• **Work instructions**
Your answer must be the full listing below, restated word for word, with no pictures in it.

• **Provided entries**

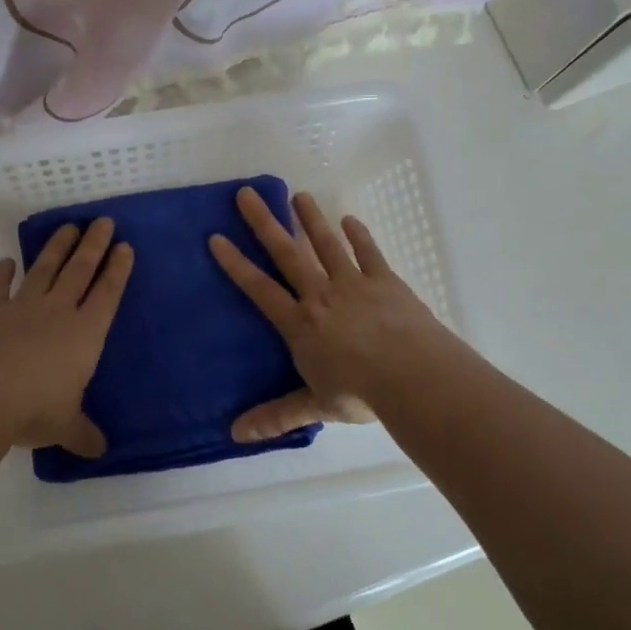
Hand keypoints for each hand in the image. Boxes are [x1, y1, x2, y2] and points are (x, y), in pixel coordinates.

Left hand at [0, 217, 133, 454]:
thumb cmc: (35, 408)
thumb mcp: (65, 426)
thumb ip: (83, 434)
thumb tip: (100, 452)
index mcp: (85, 335)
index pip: (107, 295)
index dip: (118, 270)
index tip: (125, 246)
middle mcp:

• **Result for this exercise**
Hand keypoints for each hand in the image. Boxes are [x1, y1, x2, y2] and points are (x, y), in pixel coordinates.

Left hand at [0, 217, 133, 454]:
thumb cmc: (35, 408)
thumb mcp: (65, 426)
thumb ip: (83, 434)
thumb tip: (100, 452)
index mcp: (85, 335)
index pip: (107, 295)
index dip: (118, 270)
index tip: (125, 246)
middle mcp:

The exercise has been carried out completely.